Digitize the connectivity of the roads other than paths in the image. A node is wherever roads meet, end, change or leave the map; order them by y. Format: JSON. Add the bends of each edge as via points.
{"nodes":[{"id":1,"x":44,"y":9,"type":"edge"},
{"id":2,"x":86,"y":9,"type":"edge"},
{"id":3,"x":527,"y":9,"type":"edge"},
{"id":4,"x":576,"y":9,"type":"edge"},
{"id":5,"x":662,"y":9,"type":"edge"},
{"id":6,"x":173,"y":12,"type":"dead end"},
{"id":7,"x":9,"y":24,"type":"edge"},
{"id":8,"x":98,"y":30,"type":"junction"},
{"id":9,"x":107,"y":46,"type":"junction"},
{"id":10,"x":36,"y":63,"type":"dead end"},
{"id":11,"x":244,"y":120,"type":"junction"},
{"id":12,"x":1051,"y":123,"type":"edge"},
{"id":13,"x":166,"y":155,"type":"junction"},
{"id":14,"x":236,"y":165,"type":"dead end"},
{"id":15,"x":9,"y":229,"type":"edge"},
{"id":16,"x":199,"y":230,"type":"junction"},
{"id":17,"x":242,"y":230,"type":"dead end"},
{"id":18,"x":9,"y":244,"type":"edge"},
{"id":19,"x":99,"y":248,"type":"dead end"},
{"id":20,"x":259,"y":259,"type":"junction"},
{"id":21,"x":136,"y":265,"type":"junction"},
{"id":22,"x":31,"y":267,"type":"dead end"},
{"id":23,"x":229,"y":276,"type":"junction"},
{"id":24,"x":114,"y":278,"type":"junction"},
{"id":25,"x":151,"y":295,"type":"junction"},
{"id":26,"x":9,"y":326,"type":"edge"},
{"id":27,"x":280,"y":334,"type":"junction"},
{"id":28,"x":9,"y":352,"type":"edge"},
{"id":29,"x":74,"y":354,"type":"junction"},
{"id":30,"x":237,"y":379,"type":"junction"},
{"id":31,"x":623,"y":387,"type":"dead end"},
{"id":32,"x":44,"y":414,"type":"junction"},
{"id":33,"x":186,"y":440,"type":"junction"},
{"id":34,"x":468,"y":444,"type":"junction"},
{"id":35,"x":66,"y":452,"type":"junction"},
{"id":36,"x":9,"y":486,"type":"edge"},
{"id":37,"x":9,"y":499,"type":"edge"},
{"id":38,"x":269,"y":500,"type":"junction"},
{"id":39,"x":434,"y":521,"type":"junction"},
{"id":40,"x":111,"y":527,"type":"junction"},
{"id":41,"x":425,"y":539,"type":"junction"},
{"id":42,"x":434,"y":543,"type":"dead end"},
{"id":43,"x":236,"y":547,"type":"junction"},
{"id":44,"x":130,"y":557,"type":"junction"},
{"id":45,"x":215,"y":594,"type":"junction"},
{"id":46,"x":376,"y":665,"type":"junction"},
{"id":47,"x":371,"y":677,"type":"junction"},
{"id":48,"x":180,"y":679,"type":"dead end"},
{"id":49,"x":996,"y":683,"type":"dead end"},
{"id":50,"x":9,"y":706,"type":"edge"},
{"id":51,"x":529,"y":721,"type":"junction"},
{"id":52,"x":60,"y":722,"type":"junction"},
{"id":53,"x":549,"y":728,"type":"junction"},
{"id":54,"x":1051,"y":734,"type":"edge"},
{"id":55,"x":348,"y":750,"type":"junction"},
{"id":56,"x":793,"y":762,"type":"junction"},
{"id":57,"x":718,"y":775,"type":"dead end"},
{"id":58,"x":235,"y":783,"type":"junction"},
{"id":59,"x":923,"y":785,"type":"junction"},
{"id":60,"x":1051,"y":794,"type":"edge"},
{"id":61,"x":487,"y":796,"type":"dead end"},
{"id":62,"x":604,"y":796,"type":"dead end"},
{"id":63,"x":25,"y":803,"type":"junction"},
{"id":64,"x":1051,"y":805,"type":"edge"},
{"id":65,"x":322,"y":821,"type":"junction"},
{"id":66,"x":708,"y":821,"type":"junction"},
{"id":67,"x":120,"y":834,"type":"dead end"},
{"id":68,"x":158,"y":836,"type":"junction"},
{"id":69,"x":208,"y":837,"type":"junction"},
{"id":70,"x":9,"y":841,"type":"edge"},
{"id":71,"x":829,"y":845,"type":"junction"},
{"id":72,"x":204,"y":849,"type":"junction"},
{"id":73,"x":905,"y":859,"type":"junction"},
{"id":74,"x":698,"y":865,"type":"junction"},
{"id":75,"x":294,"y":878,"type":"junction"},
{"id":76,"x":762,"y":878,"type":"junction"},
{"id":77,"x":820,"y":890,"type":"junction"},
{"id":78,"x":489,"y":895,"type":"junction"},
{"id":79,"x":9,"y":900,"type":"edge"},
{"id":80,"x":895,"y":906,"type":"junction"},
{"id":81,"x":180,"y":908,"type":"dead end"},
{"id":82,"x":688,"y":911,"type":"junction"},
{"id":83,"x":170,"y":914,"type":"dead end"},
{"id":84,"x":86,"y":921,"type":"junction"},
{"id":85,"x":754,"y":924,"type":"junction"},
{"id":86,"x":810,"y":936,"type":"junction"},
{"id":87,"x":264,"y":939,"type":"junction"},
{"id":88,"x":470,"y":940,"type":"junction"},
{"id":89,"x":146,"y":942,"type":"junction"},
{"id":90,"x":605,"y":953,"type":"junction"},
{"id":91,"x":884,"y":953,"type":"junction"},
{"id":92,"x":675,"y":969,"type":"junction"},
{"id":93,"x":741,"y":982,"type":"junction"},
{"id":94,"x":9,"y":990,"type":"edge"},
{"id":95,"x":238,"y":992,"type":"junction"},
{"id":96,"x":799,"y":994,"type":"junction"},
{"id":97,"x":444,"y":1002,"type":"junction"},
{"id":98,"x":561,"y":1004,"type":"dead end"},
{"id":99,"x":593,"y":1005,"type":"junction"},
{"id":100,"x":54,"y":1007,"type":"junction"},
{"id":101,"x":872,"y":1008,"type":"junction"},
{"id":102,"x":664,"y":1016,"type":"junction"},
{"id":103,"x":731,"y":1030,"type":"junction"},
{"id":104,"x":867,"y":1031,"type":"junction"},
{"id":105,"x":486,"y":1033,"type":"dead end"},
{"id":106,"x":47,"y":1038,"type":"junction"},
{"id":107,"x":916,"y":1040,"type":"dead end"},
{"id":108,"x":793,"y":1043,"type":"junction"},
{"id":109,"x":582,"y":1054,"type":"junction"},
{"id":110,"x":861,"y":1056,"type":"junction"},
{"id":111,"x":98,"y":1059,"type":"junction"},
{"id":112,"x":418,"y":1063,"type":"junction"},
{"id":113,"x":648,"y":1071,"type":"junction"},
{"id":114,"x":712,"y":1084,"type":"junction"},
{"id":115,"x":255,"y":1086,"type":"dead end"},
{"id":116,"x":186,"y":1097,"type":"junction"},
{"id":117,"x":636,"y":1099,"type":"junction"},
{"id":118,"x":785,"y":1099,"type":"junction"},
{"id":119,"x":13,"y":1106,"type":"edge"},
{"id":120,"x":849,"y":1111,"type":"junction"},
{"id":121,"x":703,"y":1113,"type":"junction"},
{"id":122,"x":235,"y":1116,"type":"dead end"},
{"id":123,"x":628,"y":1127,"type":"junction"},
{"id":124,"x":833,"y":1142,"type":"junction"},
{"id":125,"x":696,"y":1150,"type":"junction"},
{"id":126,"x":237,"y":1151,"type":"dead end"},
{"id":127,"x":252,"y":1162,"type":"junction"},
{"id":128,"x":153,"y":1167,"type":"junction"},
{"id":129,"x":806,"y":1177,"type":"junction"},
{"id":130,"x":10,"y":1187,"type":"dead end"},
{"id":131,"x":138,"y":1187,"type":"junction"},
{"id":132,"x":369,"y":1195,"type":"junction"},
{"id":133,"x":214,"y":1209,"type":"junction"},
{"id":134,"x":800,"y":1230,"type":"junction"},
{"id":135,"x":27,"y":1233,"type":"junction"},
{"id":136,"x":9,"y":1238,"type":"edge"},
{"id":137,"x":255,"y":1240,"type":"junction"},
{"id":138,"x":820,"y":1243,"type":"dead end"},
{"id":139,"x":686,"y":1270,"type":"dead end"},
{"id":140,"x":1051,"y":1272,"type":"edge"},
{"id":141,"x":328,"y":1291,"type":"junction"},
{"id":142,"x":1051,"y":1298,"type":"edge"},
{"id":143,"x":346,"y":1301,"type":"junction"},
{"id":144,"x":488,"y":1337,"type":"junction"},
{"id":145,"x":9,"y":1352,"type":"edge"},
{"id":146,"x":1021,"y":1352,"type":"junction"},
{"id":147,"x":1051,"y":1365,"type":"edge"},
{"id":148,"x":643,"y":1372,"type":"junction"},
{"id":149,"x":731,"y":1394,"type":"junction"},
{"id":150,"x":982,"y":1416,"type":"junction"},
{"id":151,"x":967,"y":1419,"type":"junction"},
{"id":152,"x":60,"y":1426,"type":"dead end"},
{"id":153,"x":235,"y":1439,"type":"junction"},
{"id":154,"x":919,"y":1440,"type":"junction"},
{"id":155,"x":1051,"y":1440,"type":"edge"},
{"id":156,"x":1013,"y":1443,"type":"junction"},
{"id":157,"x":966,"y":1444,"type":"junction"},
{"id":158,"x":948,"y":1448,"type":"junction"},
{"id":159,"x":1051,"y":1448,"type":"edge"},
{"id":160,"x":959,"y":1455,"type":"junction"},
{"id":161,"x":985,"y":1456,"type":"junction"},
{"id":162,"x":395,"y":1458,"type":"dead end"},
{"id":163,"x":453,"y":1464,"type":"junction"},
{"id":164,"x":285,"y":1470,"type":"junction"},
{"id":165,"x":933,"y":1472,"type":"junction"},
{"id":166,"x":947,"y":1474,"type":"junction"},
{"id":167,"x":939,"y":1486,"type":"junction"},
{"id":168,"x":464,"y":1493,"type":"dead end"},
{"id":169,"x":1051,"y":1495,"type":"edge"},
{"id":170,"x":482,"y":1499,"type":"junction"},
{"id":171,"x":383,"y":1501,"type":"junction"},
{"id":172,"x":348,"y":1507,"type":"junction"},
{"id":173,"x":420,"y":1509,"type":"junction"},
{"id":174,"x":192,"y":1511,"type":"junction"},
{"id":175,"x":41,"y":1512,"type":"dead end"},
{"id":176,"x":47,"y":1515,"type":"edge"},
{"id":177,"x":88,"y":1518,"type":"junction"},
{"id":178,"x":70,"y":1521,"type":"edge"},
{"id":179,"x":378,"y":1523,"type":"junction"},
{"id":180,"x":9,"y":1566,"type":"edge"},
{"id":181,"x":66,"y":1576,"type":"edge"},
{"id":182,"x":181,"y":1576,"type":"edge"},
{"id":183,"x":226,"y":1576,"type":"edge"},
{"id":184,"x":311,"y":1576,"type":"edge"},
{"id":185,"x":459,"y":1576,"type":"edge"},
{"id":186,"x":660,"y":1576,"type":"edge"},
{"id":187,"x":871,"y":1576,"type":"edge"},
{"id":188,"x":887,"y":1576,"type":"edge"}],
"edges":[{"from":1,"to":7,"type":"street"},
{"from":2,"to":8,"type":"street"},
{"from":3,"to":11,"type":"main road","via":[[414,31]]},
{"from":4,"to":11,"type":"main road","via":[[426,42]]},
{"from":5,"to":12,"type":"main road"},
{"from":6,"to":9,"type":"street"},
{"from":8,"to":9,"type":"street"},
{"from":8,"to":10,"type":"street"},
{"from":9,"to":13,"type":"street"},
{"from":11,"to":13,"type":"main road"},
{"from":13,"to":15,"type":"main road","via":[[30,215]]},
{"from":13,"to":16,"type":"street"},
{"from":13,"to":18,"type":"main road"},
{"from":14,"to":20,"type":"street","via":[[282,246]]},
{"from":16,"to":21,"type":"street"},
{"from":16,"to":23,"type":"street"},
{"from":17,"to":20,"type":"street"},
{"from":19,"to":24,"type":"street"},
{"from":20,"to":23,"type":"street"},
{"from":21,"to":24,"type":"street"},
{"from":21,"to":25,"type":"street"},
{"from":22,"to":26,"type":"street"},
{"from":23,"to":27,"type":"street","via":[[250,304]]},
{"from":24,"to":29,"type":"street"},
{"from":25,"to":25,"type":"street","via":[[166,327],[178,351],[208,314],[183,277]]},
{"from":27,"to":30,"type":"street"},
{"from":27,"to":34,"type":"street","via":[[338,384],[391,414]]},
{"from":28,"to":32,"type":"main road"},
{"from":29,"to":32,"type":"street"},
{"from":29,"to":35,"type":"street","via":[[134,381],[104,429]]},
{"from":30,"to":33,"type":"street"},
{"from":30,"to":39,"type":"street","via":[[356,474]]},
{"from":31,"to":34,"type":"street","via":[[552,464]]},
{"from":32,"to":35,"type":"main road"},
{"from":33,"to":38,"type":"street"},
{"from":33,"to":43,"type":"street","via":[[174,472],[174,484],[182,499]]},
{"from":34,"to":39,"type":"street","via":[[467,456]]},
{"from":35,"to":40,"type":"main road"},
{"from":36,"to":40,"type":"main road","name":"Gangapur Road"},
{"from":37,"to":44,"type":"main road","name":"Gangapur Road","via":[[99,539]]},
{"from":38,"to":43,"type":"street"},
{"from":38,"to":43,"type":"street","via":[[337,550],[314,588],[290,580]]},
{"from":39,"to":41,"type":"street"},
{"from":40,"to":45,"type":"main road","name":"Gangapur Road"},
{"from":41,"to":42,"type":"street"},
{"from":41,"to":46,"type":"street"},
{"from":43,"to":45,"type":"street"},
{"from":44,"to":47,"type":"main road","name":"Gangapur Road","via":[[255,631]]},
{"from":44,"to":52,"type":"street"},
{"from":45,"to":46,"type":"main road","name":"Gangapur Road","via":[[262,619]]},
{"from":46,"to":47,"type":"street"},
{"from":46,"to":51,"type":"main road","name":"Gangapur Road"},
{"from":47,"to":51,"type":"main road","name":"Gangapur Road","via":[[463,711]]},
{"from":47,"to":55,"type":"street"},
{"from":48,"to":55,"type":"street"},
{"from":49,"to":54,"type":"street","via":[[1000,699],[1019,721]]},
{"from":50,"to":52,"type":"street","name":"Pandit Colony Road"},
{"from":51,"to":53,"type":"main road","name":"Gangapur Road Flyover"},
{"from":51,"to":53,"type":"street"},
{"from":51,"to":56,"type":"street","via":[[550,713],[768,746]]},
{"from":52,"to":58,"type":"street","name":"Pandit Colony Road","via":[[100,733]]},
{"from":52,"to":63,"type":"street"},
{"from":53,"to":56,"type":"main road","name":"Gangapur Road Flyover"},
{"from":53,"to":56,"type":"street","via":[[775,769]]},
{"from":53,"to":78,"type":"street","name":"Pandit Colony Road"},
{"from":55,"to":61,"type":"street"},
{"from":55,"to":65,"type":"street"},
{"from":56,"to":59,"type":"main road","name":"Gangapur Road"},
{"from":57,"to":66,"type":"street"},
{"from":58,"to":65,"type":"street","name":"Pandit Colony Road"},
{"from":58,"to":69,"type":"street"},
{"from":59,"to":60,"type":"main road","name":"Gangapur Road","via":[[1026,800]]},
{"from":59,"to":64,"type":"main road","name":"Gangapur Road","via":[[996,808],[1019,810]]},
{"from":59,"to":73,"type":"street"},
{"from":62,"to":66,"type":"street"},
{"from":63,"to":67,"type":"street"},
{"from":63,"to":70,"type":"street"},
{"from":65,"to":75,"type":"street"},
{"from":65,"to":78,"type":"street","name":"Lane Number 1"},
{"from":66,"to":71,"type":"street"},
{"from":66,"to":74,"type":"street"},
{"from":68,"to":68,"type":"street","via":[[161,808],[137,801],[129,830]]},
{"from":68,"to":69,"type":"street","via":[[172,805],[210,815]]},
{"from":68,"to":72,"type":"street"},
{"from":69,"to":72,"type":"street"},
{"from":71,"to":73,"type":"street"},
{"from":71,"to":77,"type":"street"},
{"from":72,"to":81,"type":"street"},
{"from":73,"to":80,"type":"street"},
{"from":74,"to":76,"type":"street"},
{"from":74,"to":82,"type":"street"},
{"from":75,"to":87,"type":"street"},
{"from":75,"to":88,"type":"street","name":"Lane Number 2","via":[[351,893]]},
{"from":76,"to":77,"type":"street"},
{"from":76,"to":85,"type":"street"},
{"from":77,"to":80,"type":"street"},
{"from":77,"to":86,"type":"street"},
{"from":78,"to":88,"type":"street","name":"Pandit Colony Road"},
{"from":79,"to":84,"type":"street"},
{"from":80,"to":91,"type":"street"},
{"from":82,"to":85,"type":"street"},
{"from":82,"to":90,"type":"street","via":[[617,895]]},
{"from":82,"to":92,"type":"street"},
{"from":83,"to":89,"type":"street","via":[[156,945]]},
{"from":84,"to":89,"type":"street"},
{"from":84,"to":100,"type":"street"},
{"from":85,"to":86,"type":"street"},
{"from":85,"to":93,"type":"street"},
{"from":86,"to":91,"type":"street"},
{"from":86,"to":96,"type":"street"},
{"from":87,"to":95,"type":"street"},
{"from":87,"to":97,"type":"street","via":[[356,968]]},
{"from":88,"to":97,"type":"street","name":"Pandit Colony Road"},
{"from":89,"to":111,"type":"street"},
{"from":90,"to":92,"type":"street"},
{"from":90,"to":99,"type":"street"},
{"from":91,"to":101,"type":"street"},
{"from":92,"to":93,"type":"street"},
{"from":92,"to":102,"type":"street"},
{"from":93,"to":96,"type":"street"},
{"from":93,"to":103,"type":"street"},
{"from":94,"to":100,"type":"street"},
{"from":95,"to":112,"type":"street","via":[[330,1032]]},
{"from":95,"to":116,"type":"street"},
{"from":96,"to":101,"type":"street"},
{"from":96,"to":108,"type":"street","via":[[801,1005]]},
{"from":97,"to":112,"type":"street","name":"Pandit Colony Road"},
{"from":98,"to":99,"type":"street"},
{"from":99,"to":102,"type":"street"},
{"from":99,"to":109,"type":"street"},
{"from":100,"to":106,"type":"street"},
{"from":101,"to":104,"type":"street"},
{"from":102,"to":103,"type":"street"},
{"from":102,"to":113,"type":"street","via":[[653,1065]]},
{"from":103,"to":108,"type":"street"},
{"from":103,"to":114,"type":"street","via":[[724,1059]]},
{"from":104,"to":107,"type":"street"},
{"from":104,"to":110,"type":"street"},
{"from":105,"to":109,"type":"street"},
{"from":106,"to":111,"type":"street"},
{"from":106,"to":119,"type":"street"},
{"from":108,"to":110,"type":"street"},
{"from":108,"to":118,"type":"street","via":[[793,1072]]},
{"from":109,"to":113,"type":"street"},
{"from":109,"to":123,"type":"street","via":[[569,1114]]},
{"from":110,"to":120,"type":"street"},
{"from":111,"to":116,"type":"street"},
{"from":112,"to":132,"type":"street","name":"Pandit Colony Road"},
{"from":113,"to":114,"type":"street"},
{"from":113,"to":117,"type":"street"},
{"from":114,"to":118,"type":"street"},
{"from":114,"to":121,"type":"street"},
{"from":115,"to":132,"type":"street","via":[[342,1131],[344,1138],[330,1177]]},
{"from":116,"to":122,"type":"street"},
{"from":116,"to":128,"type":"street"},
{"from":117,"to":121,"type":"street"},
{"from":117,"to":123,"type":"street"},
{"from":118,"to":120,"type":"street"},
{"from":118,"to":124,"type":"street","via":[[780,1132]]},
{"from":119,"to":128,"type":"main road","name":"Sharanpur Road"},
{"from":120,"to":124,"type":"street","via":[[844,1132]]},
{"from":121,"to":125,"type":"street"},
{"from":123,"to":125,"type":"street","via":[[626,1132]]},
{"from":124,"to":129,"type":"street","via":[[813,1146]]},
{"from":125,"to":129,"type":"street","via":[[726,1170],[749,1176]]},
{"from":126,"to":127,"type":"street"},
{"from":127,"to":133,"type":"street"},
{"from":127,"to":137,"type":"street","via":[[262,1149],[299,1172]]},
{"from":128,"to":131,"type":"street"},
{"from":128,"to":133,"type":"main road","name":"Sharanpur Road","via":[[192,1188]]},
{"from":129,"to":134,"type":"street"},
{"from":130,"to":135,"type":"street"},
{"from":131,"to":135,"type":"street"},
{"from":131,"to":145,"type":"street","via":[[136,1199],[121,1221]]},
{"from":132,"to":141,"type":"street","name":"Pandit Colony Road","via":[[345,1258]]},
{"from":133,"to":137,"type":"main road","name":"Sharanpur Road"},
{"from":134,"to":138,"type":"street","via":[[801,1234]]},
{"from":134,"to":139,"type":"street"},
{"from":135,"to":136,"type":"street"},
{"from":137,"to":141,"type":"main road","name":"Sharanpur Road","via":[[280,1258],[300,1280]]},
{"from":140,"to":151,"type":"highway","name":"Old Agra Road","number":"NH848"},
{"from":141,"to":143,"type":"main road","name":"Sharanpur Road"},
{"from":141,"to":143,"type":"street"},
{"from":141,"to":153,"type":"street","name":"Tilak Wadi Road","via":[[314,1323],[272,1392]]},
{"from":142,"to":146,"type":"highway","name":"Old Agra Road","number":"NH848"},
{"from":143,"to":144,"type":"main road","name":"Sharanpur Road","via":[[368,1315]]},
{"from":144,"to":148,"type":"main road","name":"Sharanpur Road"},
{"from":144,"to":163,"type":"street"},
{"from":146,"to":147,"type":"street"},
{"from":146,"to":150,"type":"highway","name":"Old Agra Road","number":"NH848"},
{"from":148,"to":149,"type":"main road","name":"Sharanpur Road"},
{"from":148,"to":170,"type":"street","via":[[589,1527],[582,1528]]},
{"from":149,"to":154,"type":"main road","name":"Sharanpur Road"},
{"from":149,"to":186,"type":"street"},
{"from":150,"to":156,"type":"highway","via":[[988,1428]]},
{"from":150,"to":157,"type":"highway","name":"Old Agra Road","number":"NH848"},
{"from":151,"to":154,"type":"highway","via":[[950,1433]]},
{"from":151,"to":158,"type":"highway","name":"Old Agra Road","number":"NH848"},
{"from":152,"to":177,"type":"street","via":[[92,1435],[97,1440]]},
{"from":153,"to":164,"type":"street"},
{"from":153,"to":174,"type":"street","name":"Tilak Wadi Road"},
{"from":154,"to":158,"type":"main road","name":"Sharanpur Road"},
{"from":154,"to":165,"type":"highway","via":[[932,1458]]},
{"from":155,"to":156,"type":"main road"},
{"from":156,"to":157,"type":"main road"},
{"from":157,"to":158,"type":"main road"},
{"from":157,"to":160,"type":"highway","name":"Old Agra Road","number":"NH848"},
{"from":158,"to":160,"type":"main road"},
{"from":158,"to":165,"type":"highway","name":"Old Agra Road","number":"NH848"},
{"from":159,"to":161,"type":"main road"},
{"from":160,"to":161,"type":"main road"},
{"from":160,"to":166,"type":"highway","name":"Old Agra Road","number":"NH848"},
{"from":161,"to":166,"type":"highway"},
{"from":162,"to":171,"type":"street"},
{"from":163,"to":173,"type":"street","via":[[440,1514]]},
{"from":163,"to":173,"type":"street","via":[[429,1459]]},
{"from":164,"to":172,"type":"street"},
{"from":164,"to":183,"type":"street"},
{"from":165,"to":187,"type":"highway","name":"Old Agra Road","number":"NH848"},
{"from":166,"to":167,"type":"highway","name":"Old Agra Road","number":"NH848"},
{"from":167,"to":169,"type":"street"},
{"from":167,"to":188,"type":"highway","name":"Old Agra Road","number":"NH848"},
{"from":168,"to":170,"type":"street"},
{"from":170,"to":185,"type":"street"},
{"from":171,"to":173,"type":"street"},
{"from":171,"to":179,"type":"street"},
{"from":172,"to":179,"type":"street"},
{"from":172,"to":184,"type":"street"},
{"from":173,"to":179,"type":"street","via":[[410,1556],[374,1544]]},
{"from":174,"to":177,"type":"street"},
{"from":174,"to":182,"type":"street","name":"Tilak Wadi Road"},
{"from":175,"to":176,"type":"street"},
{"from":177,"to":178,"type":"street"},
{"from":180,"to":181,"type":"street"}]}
━━━━━━━━
Scan the entries above for the word "Tilak", then copy every line in which it occurs.

§ **RESPONSE**
{"from":141,"to":153,"type":"street","name":"Tilak Wadi Road","via":[[314,1323],[272,1392]]},
{"from":153,"to":174,"type":"street","name":"Tilak Wadi Road"},
{"from":174,"to":182,"type":"street","name":"Tilak Wadi Road"},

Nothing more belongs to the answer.